Contrairement à une idée reçue, il n’existe pas de taux forfaitaire unique pour les revenus fonciers. En France, ces revenus sont intégrés à votre revenu global et soumis au barème progressif de l’impôt sur le revenu. Concrètement, cela signifie que le taux effectif dépend de l’ensemble de vos revenus : salaires, pensions, revenus de capitaux mobiliers et, bien sûr, revenus fonciers. Plus votre revenu global est élevé, plus la tranche marginale d’imposition applicable à vos loyers sera importante.

Il faut également intégrer les prélèvements sociaux, qui constituent une charge incompressible. Je vous invite à lire mon article sur la CSG sur les revenus fonciers pour comprendre en détail ce mécanisme souvent sous-estimé par les bailleurs.

Le barème progressif de l'impôt sur le revenu détermine le taux applicable à vos loyers
Le barème progressif de l’impôt sur le revenu détermine le taux applicable à vos loyers

Barème progressif : les taux applicables tranche par tranche

Le barème de l’impôt sur le revenu applicable aux revenus de 2025 (déclarés en 2026) se compose de cinq tranches progressives. Chaque euro de revenu foncier net est taxé selon la tranche dans laquelle il se situe. Voici le détail :

Tranche de revenu imposable (par part) Taux d’imposition Taux global avec prélèvements sociaux (17,2 %)
Jusqu’à 11 294 € 0 % 17,2 %
De 11 295 € à 28 797 € 11 % 28,2 %
De 28 798 € à 82 341 € 30 % 47,2 %
De 82 342 € à 177 106 € 41 % 58,2 %
Au-delà de 177 106 € 45 % 62,2 %

En pratique, la majorité des propriétaires bailleurs que j’accompagne se situent dans la tranche à 30 %, ce qui porte leur taux d’imposition des revenus fonciers global à 47,2 %. Cela signifie que pour 1 000 € de revenus fonciers nets, 472 € partent en impôts et prélèvements sociaux. C’est un ratio que beaucoup de propriétaires découvrent avec surprise lors de leur premier investissement locatif.

Il est essentiel de comprendre que ce barème s’applique de manière marginale. Si vos revenus fonciers vous font « basculer » dans la tranche supérieure, seule la fraction excédentaire est taxée au taux supérieur, et non l’intégralité de vos revenus. Cette nuance est fondamentale pour évaluer correctement la rentabilité nette de votre investissement.

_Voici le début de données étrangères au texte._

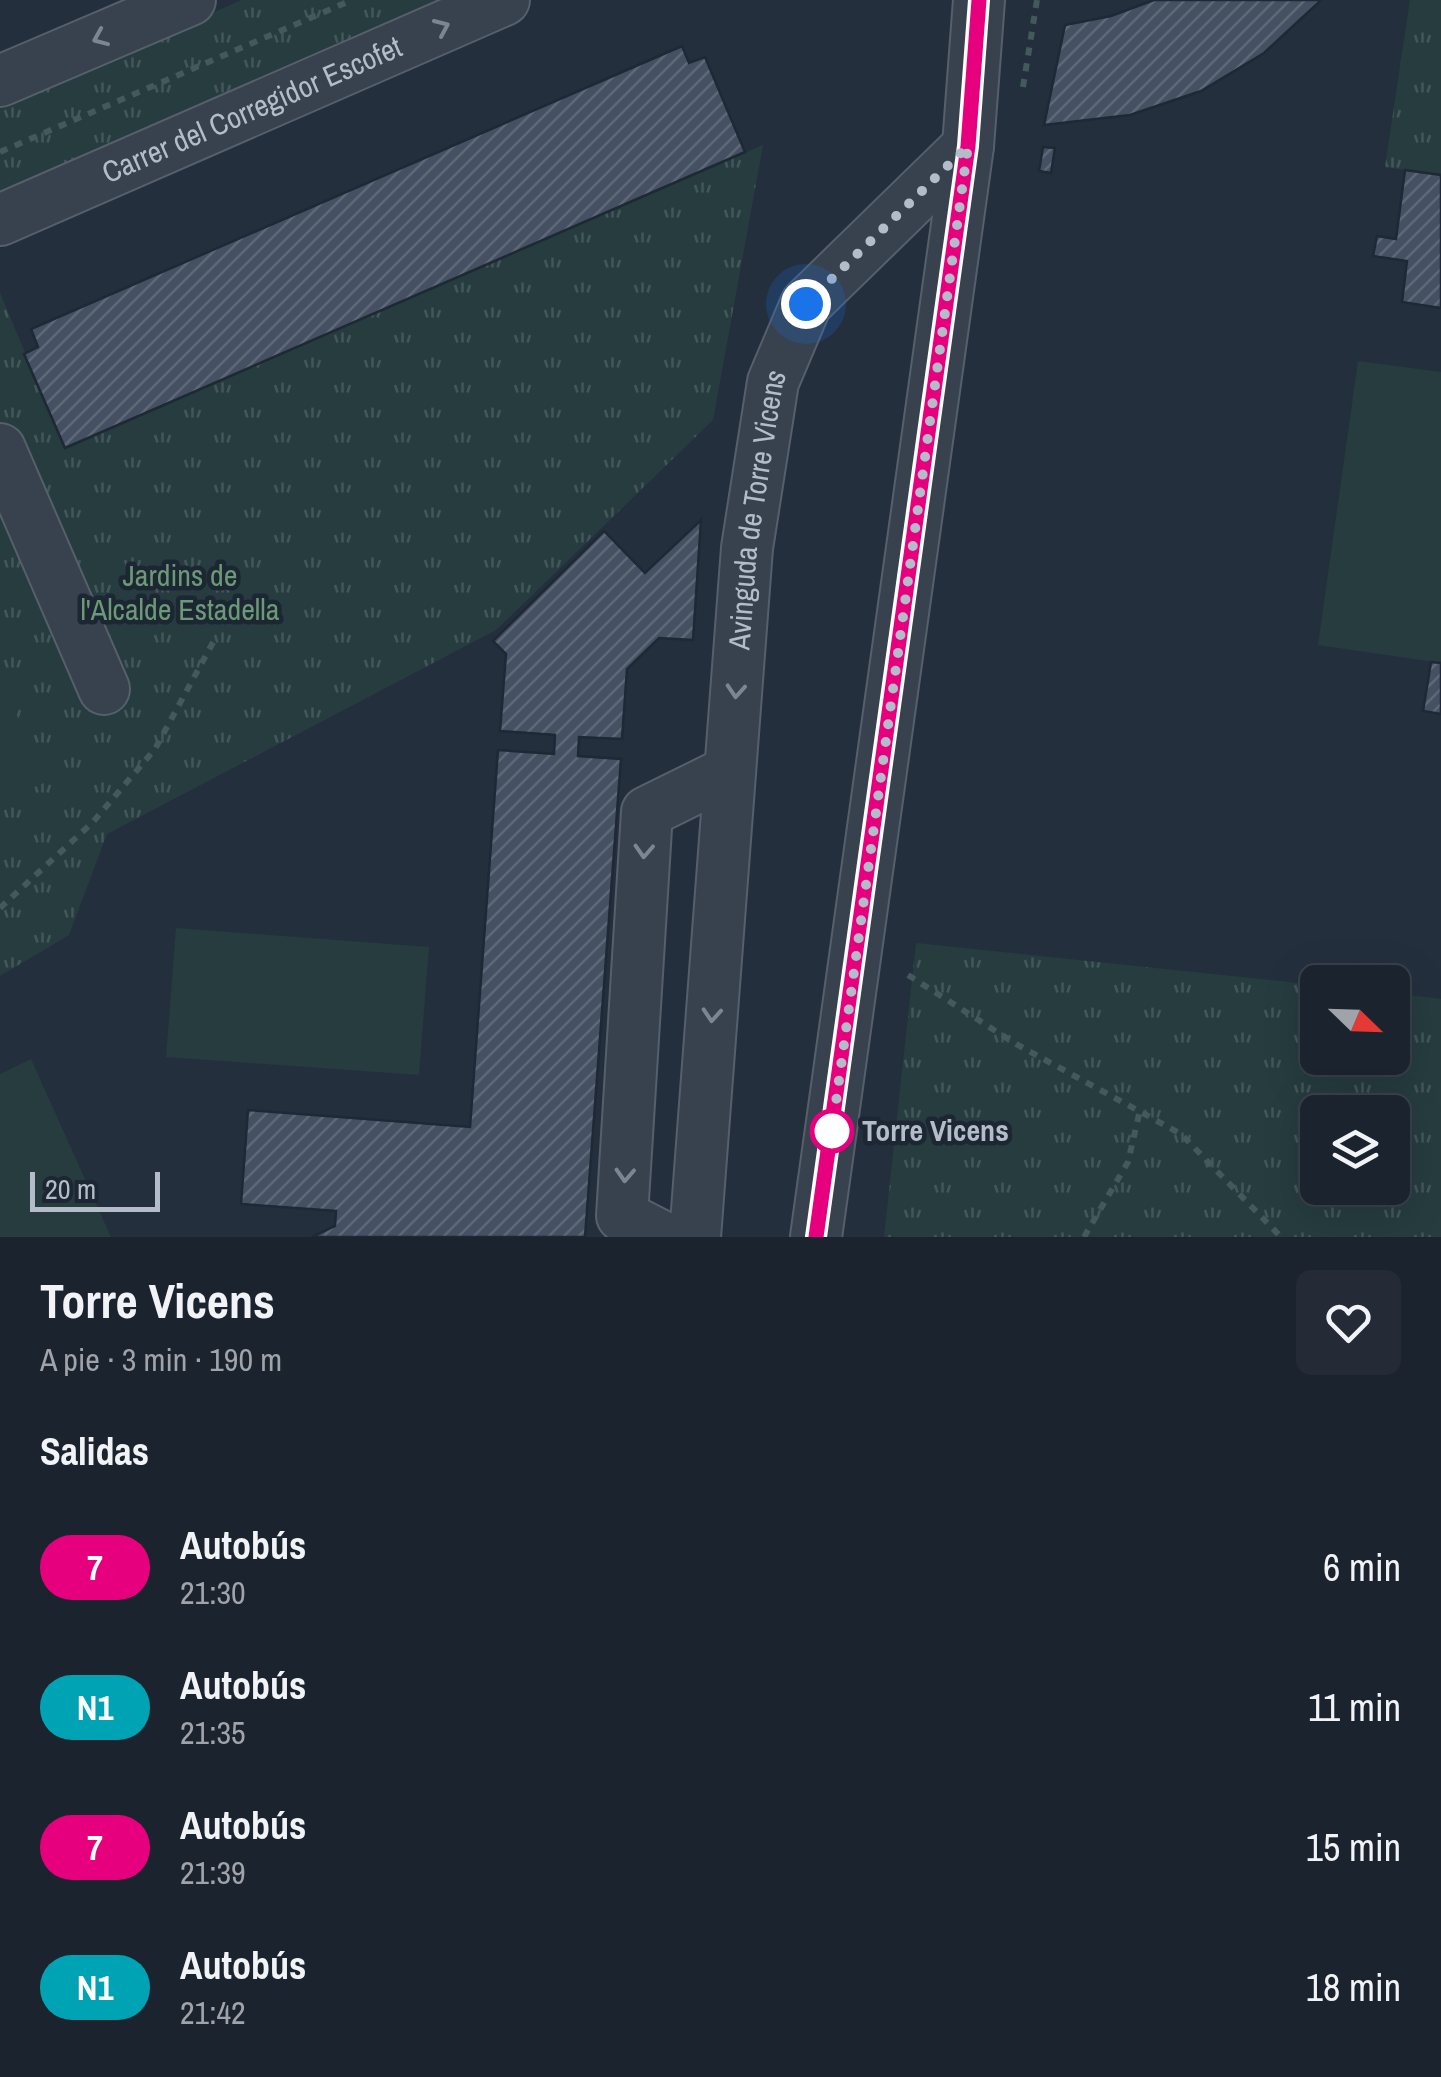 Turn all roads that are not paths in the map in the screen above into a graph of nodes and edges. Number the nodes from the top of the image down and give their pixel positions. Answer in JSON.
{"nodes":[{"id":1,"x":190,"y":0,"type":"edge"},
{"id":2,"x":504,"y":0,"type":"edge"},
{"id":3,"x":979,"y":0,"type":"edge"},
{"id":4,"x":0,"y":81,"type":"edge"},
{"id":5,"x":968,"y":146,"type":"junction"},
{"id":6,"x":0,"y":220,"type":"edge"},
{"id":7,"x":0,"y":449,"type":"edge"},
{"id":8,"x":104,"y":690,"type":"dead end"},
{"id":9,"x":730,"y":771,"type":"junction"},
{"id":10,"x":663,"y":1237,"type":"edge"},
{"id":11,"x":695,"y":1237,"type":"edge"},
{"id":12,"x":816,"y":1237,"type":"edge"}],
"edges":[{"from":1,"to":4,"type":"street","one_way":true},
{"from":6,"to":2,"type":"street","name":"Carrer del Corregidor Escofet","one_way":true},
{"from":3,"to":5,"type":"street"},
{"from":5,"to":9,"type":"street","name":"Avinguda de Torre Vicens","one_way":true},
{"from":5,"to":12,"type":"street"},
{"from":7,"to":8,"type":"street"},
{"from":9,"to":10,"type":"street","one_way":true},
{"from":9,"to":11,"type":"street","name":"Avinguda de Torre Vicens","one_way":true}]} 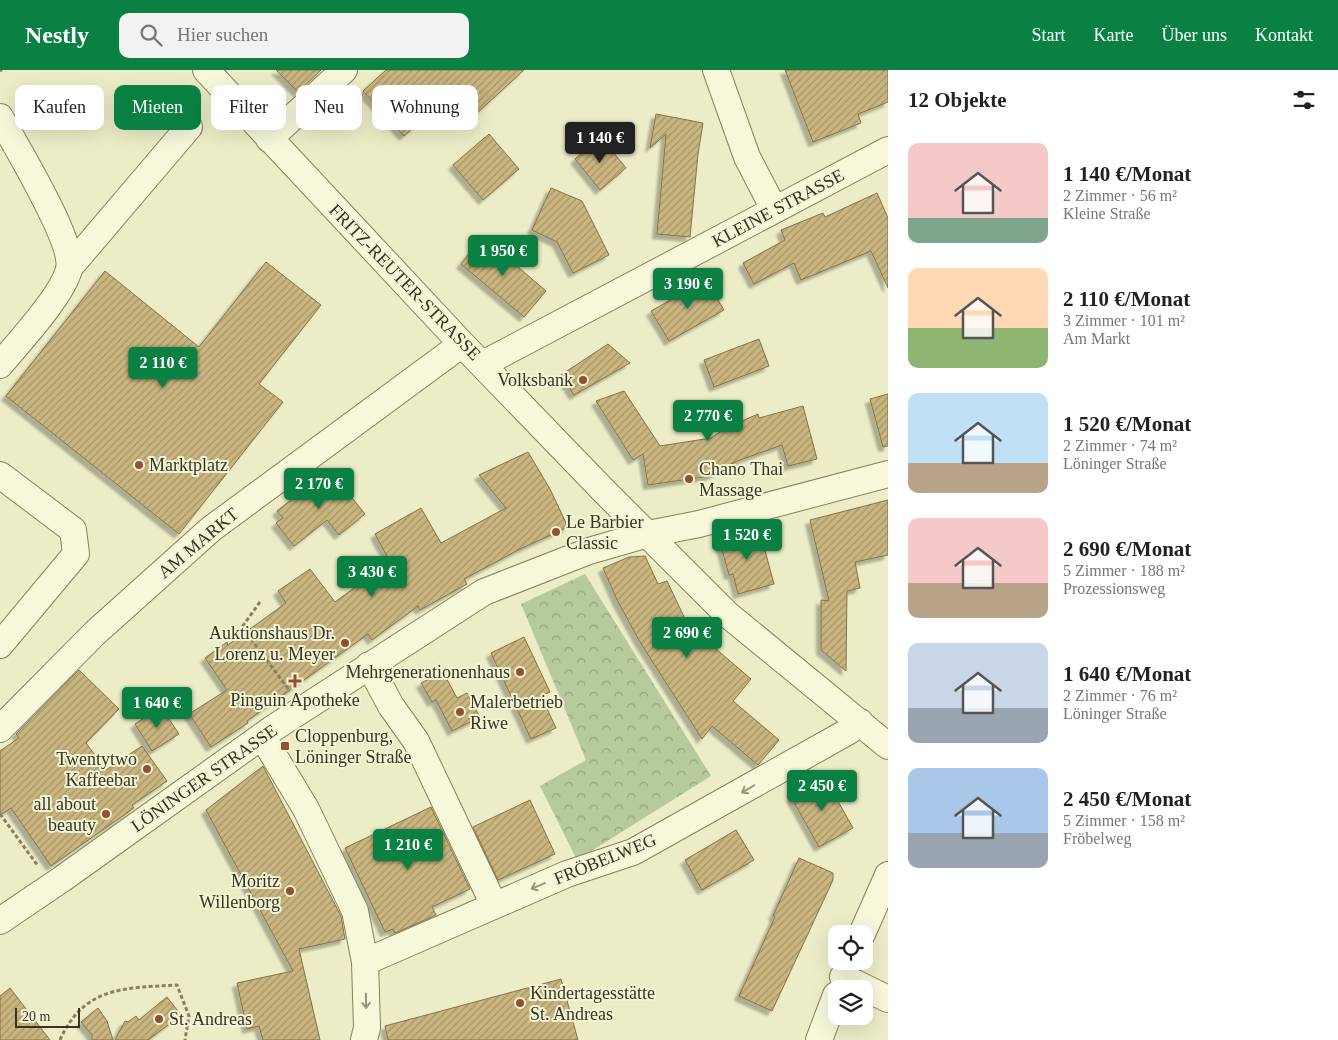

Prélèvements sociaux : le taux global réel sur vos loyers

Au-delà du barème progressif, les revenus fonciers supportent des prélèvements sociaux au taux global de 17,2 %. Ce taux se décompose comme suit :

  • CSG (contribution sociale généralisée) : 9,2 %
  • CRDS (contribution au remboursement de la dette sociale) : 0,5 %
  • Prélèvement de solidarité : 7,5 %

Ces prélèvements s’appliquent sur le revenu foncier net, c’est-à-dire après déduction des charges en régime réel, ou après l’abattement de 30 % en micro-foncier. Il n’existe aucune exonération ni abattement spécifique sur ces prélèvements pour les revenus fonciers de source française. La seule atténuation possible est la déductibilité partielle de la CSG (6,8 % sur les 9,2 %) du revenu global de l’année suivante. Pour approfondir ce point, je vous renvoie vers le site officiel des impôts sur les prélèvements sociaux.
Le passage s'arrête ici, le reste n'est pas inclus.